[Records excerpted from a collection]
╭──

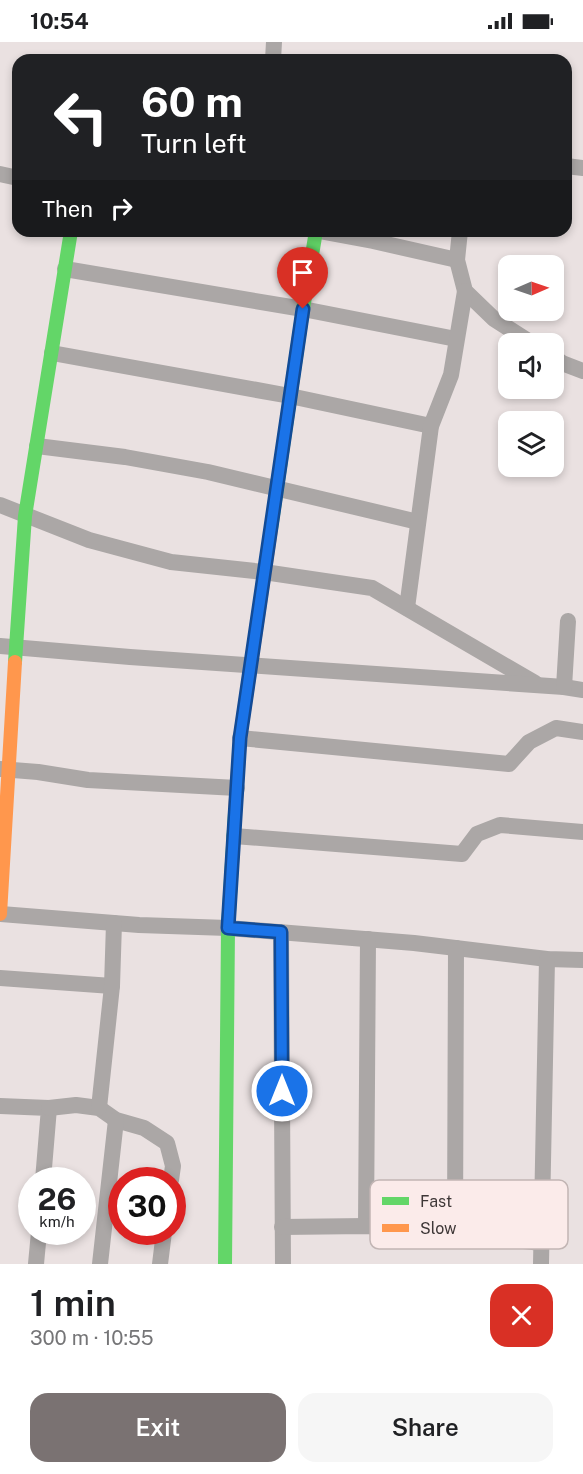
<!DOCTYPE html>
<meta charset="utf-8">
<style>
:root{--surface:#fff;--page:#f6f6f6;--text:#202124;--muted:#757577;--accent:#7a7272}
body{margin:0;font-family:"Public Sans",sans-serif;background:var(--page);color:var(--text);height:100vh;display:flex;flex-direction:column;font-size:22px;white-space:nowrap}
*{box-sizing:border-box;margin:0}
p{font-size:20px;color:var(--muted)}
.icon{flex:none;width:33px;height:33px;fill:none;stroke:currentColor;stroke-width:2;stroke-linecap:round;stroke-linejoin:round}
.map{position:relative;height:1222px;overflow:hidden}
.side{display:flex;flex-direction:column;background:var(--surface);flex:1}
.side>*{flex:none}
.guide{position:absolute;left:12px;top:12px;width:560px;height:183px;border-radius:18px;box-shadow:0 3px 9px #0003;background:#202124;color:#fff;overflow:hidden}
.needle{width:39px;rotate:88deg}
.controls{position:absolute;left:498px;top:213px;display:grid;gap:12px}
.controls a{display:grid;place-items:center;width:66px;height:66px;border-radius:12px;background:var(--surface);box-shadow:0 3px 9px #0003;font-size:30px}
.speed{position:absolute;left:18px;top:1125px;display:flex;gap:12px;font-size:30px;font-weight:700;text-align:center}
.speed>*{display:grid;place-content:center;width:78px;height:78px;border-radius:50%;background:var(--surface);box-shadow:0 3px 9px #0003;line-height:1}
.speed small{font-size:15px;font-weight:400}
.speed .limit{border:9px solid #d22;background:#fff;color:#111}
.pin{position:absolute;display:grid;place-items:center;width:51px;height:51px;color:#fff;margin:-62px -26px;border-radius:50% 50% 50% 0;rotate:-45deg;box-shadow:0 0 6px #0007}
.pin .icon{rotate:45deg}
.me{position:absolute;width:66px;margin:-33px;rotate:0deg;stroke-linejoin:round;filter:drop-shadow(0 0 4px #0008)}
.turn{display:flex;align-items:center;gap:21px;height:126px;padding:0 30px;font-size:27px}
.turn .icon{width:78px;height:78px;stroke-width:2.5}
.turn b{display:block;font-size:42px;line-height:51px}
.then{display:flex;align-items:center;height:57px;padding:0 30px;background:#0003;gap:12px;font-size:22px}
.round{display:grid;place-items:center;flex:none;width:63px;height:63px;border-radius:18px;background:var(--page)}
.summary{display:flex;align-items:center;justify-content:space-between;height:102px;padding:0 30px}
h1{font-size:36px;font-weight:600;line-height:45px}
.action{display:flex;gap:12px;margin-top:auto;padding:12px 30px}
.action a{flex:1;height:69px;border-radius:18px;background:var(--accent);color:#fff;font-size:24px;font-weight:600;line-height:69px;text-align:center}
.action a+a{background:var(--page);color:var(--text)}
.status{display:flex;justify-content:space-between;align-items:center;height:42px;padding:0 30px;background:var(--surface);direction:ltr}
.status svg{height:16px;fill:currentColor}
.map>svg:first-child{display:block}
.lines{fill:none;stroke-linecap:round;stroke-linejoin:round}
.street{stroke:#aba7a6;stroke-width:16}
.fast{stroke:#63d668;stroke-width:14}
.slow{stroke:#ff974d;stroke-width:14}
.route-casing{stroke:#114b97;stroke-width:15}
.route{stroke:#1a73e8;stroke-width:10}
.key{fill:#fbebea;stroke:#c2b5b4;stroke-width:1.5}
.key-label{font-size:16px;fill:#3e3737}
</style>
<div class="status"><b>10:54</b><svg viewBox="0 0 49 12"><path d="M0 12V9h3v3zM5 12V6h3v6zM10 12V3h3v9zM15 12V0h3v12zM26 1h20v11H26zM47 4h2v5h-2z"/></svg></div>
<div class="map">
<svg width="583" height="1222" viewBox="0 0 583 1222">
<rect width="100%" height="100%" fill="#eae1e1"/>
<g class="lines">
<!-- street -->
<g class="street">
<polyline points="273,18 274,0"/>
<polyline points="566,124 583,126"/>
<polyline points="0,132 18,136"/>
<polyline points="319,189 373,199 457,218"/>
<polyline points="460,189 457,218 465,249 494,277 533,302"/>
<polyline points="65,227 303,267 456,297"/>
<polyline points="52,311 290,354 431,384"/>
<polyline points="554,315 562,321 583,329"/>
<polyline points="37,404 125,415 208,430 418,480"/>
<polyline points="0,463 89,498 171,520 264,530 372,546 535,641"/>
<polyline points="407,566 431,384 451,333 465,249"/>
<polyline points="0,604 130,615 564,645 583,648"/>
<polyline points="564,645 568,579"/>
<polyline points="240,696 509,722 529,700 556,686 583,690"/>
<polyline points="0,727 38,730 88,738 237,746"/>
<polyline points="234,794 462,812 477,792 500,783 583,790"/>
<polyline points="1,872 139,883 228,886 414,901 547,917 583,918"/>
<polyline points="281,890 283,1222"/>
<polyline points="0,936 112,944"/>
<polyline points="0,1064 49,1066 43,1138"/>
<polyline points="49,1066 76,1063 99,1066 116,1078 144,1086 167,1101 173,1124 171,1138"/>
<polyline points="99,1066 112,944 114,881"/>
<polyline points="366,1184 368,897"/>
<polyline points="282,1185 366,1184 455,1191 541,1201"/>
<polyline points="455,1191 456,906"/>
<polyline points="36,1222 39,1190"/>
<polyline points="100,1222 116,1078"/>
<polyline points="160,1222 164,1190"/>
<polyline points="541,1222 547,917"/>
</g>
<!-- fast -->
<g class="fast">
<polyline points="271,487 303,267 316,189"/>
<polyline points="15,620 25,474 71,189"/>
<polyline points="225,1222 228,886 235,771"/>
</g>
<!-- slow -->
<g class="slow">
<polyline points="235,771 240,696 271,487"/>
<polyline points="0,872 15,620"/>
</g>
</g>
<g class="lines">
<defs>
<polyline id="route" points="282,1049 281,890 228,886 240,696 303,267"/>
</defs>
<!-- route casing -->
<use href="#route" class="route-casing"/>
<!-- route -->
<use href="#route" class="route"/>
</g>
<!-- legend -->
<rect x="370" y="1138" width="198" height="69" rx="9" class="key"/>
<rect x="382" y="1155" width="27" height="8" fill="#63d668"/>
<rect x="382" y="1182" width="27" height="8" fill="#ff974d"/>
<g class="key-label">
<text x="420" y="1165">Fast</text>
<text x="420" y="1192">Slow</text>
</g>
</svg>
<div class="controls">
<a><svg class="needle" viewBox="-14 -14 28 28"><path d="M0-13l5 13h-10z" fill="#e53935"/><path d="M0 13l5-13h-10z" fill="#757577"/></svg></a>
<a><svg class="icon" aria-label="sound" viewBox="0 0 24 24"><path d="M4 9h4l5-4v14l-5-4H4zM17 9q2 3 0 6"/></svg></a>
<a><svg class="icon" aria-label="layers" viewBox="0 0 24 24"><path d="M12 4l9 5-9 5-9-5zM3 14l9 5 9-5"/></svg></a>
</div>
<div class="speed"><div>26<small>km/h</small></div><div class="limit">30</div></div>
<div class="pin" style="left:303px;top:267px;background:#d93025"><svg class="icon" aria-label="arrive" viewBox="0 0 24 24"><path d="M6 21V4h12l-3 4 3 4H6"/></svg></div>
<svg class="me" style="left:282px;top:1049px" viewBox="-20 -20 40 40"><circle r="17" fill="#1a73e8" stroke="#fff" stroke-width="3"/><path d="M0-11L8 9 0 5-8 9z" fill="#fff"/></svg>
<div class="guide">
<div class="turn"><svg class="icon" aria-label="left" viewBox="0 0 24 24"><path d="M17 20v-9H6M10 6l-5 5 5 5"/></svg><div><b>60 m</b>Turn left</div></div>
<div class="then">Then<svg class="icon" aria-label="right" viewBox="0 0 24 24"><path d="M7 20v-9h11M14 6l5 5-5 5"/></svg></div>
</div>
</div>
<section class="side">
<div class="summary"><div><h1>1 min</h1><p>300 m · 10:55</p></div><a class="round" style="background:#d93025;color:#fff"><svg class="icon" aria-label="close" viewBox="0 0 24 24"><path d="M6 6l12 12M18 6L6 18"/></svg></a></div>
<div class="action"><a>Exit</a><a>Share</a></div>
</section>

╰──

What to work on> Among the lines above, return each one holding the string "linejoin".

Result of the exercise>
.icon{flex:none;width:33px;height:33px;fill:none;stroke:currentColor;stroke-width:2;stroke-linecap:round;stroke-linejoin:round}
.me{position:absolute;width:66px;margin:-33px;rotate:0deg;stroke-linejoin:round;filter:drop-shadow(0 0 4px #0008)}
.lines{fill:none;stroke-linecap:round;stroke-linejoin:round}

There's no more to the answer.